In vitro motility analysis of actin-tropomyosin regulation by troponin and calcium. The thin filament is switched as a single cooperative unit.

In striated muscles, contractility is controlled by Ca2+ binding to the regulatory protein complex troponin, which is a component of the thin filaments. Troponin is an allosteric inhibitor acting on tropomyosin to switch the thin filament between "on" and "off" states. We have used an in vitro motility assay to examine troponin regulation of individual actin-tropomyosin filaments moving over immobilized skeletal muscle heavy meromyosin. The most striking observation is that the actintropomyosin filament appears to be regulated as a single unit.

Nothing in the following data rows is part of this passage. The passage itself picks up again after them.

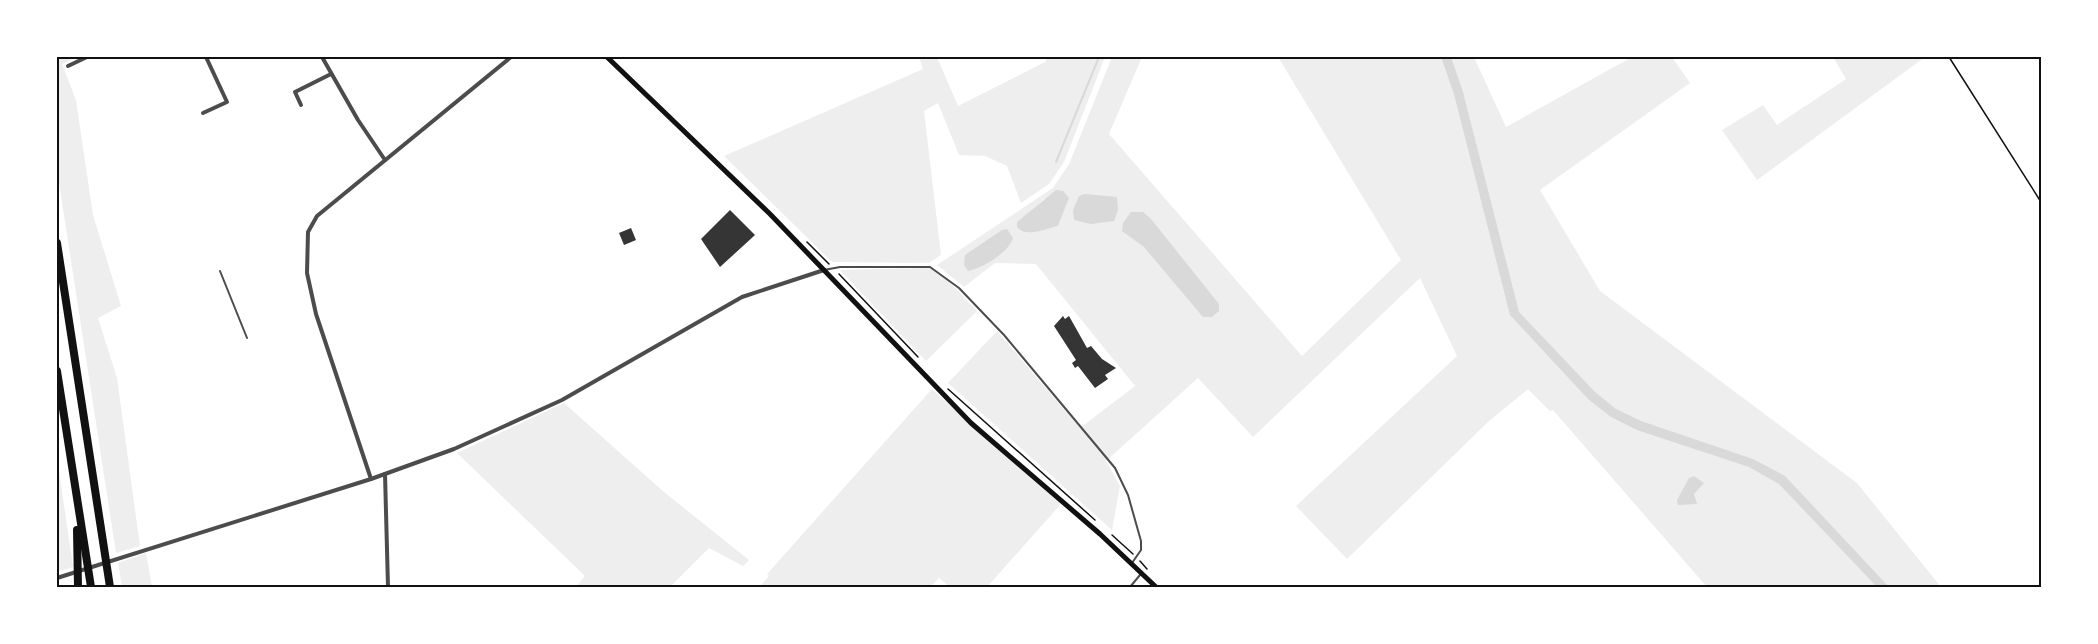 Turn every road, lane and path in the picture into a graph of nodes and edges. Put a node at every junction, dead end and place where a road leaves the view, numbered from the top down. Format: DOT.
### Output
graph roads {
  1 [pos="87,57"];
  2 [pos="206,57"];
  3 [pos="322,57"];
  4 [pos="511,57"];
  5 [pos="607,57"];
  6 [pos="1949,57"];
  7 [pos="68,66"];
  8 [pos="331,74"];
  9 [pos="301,105"];
  10 [pos="203,113"];
  11 [pos="385,160"];
  12 [pos="2041,202"];
  13 [pos="800,235"];
  14 [pos="57,243"];
  15 [pos="833,268"];
  16 [pos="824,270"];
  17 [pos="220,271"];
  18 [pos="247,338"];
  19 [pos="919,358"];
  20 [pos="57,371"];
  21 [pos="947,388"];
  22 [pos="385,474"];
  23 [pos="371,479"];
  24 [pos="76,501"];
  25 [pos="1102,526"];
  26 [pos="1111,534"];
  27 [pos="1137,557"];
  28 [pos="1132,563"];
  29 [pos="1150,572"];
  30 [pos="1142,573"];
  31 [pos="57,578"];
  32 [pos="78,587"];
  33 [pos="91,587"];
  34 [pos="110,587"];
  35 [pos="388,587"];
  36 [pos="1130,587"];
  37 [pos="1156,587"];
  1 -- 7 [label="street"];
  2 -- 10 [label="street"];
  3 -- 8 [label="street"];
  4 -- 11 [label="street"];
  5 -- 16 [label="main road"];
  6 -- 12 [label="path"];
  8 -- 9 [label="street"];
  8 -- 11 [label="street"];
  11 -- 23 [label="street"];
  13 -- 15 [label="path"];
  14 -- 34 [label="highway"];
  15 -- 16 [label="lane"];
  15 -- 19 [label="path"];
  15 -- 27 [label="lane"];
  16 -- 22 [label="street"];
  16 -- 28 [label="main road"];
  17 -- 18 [label="lane"];
  20 -- 24 [label="highway"];
  21 -- 25 [label="path"];
  22 -- 23 [label="street"];
  22 -- 35 [label="street"];
  23 -- 31 [label="street"];
  24 -- 32 [label="highway"];
  24 -- 33 [label="highway"];
  26 -- 27 [label="path"];
  27 -- 28 [label="lane"];
  27 -- 29 [label="path"];
  28 -- 30 [label="main road"];
  30 -- 36 [label="lane"];
  30 -- 37 [label="main road"];
}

At pCa 9.0, addition of up to 4 nM troponin causes the proportion of filaments motile to decrease from > 85% to 20% with no dissociation of the filaments from the heavy meromyosin surface or change in velocity. Increasing Ca2+ concentration causes the filaments to be switched back on with half-maximal increase in the proportion of filaments motile at pCa 5.8-6.0 and a modest increase in filament velocity. This is an "all or none" process in which an entire filament, up to 15 microns long, switches rapidly as a single cooperative unit. Thus, the effect of Ca2+ upon the thin filament is to recruit motile filaments.